Only the lines of the data holding the string "main" need to be returned.

═══ Input records ═══

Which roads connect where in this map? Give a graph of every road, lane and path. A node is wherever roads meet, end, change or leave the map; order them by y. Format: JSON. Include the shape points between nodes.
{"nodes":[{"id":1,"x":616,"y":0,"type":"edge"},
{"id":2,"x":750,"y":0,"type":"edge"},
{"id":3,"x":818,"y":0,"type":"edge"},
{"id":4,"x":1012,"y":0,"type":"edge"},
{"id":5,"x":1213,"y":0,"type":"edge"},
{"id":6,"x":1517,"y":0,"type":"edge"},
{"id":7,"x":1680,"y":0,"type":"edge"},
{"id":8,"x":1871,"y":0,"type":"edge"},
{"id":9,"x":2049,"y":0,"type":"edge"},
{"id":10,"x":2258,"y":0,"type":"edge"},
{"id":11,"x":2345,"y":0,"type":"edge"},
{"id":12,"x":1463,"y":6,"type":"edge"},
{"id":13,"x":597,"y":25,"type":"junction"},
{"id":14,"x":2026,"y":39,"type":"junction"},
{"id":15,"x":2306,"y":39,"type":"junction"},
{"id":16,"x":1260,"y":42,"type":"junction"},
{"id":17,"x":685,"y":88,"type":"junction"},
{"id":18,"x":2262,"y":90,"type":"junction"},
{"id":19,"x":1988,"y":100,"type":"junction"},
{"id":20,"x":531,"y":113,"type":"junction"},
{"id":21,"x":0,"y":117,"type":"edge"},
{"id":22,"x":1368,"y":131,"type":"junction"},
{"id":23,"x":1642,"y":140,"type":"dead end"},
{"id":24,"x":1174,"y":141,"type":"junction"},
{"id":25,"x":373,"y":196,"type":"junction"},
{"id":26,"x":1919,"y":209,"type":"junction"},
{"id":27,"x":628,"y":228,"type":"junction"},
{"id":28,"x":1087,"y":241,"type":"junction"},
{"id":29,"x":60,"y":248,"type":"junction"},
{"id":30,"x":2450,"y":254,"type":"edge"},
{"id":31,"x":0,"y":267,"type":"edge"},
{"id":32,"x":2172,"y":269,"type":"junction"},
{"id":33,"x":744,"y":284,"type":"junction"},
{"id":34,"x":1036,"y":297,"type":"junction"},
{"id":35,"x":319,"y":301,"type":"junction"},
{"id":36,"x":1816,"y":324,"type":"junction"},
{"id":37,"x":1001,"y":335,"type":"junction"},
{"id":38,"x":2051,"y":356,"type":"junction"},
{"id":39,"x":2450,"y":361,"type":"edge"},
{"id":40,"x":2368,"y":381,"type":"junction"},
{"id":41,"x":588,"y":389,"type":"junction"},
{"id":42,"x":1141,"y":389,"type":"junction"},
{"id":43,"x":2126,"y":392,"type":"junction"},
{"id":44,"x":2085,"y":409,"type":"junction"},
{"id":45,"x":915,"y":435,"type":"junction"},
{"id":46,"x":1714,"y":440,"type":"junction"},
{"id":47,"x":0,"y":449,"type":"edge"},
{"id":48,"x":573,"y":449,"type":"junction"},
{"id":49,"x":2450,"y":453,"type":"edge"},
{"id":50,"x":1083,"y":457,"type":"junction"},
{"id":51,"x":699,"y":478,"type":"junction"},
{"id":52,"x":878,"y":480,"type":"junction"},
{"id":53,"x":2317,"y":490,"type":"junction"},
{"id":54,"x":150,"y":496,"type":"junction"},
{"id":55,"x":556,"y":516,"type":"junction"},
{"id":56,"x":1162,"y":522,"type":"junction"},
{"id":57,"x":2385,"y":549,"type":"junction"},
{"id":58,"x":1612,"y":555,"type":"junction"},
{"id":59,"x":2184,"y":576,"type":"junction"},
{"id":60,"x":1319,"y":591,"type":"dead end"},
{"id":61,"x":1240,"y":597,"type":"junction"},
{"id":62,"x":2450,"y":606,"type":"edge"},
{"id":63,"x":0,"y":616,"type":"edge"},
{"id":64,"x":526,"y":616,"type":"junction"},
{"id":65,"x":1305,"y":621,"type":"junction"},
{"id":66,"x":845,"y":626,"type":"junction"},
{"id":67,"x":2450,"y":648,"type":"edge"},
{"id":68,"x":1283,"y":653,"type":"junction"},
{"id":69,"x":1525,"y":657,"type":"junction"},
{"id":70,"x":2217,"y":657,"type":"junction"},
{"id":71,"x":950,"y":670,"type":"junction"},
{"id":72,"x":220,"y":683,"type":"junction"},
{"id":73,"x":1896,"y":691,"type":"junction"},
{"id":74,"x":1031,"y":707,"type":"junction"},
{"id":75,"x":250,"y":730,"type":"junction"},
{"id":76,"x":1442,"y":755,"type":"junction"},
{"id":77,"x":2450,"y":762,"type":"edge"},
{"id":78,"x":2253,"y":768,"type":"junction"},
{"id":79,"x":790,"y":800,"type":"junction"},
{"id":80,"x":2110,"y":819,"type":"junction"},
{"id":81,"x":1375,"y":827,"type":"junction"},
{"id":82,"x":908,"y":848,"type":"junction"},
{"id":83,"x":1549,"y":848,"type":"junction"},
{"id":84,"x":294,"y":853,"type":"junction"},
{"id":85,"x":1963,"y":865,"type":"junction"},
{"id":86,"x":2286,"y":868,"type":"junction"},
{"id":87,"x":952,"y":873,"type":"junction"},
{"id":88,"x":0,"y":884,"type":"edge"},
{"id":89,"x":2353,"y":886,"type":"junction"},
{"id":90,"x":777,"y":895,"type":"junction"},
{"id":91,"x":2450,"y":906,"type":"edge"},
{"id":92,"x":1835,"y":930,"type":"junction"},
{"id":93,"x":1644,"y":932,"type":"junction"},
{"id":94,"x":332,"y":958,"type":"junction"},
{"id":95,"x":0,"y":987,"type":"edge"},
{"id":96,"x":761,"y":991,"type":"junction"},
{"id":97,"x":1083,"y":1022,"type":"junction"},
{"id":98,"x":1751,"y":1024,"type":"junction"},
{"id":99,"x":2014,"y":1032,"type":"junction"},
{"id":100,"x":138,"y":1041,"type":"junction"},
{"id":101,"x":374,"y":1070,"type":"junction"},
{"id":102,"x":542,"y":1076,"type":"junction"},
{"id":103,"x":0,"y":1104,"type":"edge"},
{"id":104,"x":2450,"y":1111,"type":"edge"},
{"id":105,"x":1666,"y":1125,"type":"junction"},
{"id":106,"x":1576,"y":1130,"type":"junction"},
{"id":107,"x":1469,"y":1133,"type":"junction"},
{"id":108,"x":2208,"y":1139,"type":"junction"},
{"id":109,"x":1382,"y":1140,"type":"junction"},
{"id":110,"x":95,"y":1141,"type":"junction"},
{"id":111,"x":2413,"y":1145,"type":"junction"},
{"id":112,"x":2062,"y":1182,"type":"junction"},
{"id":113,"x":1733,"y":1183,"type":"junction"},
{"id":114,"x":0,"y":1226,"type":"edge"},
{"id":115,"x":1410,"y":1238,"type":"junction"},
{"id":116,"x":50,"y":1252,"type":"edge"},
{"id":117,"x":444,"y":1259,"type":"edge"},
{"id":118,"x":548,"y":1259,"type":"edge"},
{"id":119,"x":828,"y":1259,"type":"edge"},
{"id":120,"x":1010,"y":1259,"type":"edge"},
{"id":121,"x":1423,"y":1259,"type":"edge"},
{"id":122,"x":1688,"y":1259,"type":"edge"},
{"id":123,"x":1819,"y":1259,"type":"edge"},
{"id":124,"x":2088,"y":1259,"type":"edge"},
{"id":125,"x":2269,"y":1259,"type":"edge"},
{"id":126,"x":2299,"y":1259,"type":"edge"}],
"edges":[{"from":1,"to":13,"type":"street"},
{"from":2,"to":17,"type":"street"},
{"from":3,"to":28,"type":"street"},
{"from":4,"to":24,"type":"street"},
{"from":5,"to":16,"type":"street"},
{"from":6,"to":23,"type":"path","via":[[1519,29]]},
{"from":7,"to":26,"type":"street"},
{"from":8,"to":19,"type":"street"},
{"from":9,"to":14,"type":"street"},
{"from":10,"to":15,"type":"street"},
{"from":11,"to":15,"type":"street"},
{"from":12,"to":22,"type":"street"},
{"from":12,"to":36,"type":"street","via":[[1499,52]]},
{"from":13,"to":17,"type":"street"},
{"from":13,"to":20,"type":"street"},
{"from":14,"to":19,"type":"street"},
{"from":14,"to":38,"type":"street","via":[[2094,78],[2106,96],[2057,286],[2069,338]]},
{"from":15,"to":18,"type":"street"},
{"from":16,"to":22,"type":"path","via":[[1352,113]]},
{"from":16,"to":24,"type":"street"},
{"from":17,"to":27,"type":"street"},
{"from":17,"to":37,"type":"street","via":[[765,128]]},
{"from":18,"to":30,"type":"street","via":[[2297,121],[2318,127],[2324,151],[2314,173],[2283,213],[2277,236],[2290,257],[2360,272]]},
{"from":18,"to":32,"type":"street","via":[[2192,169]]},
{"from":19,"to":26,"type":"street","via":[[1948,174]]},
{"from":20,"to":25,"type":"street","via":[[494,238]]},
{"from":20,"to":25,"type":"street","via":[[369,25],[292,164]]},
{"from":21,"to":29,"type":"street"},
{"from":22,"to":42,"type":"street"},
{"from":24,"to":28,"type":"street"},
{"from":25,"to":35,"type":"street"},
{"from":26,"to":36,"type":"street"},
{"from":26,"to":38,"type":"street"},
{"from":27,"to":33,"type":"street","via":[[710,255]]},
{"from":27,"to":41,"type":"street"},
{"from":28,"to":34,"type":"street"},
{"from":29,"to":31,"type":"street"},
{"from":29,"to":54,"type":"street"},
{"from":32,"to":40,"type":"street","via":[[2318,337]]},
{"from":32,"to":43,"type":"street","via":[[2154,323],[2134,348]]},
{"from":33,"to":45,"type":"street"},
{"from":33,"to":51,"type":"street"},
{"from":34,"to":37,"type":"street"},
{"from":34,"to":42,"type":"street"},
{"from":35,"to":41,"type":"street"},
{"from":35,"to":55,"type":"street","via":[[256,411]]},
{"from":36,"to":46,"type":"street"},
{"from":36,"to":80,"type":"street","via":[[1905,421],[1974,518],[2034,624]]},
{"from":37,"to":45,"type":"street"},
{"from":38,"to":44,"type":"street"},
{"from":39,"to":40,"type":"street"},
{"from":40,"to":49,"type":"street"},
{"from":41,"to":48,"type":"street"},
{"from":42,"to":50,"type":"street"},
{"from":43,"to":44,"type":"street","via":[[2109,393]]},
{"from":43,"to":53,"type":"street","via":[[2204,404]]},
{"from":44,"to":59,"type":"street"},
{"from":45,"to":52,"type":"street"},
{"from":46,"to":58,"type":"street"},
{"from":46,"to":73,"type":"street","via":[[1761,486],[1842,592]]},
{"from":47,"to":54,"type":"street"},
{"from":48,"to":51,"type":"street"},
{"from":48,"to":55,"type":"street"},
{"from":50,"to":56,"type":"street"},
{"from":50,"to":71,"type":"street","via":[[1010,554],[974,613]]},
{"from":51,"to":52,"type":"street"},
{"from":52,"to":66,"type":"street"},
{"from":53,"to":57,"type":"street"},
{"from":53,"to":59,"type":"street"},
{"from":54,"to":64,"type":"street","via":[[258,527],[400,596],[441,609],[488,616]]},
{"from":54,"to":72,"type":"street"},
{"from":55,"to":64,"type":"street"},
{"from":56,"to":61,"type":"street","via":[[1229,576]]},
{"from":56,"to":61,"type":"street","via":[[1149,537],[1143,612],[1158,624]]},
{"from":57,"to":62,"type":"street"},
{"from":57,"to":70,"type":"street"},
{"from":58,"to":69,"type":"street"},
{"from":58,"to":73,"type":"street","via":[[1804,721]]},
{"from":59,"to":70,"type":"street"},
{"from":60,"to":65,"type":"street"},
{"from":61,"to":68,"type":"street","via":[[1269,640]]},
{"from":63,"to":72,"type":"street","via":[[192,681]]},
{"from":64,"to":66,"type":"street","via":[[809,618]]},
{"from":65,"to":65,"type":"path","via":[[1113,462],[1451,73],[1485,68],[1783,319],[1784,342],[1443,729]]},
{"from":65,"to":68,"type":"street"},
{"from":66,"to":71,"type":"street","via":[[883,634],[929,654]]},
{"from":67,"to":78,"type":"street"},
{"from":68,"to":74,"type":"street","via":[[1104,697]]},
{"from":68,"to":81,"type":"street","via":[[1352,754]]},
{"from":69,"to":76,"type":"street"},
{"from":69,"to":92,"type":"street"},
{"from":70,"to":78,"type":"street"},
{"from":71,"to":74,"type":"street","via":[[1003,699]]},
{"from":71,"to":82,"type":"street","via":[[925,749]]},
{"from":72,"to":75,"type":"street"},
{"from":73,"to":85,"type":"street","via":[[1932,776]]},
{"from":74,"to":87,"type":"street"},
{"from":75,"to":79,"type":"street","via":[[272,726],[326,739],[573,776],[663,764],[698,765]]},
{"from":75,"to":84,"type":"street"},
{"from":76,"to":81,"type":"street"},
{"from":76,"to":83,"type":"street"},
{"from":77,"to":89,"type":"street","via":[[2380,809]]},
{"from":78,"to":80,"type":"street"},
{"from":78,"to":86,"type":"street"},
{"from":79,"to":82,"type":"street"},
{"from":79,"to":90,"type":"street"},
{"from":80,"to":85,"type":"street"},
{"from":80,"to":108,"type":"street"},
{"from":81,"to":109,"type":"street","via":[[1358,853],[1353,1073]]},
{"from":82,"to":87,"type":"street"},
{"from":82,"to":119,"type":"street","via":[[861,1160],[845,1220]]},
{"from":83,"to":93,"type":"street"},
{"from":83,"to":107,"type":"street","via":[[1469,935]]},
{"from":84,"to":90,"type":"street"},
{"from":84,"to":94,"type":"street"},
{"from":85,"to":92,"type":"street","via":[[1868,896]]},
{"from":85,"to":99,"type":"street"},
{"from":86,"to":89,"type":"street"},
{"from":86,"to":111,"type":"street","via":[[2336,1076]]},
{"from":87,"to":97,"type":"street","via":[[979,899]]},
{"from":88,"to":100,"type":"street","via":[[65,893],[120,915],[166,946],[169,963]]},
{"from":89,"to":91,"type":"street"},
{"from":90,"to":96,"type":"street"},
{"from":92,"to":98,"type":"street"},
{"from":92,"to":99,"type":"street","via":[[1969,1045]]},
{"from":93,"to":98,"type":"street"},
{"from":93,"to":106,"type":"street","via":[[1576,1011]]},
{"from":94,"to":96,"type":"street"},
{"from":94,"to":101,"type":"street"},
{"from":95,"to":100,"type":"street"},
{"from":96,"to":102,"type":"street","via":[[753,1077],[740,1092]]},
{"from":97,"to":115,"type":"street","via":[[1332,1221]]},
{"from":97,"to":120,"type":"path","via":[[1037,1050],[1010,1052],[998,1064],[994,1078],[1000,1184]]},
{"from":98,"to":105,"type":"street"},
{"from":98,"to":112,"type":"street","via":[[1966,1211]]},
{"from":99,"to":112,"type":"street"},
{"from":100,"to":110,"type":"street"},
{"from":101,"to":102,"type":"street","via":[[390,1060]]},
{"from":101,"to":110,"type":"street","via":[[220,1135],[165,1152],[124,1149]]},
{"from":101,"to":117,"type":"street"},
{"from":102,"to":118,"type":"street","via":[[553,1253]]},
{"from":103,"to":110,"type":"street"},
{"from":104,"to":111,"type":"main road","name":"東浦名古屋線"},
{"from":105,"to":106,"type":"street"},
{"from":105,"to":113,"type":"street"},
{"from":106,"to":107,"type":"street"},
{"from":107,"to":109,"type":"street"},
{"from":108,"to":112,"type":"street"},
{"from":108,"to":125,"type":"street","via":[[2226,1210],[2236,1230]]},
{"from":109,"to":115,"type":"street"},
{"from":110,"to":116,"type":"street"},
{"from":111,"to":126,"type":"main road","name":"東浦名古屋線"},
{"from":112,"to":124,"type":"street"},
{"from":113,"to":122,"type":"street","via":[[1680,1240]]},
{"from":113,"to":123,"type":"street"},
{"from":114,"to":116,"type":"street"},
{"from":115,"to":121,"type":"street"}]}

═══

→ **Task output**
{"from":104,"to":111,"type":"main road","name":"東浦名古屋線"},
{"from":111,"to":126,"type":"main road","name":"東浦名古屋線"},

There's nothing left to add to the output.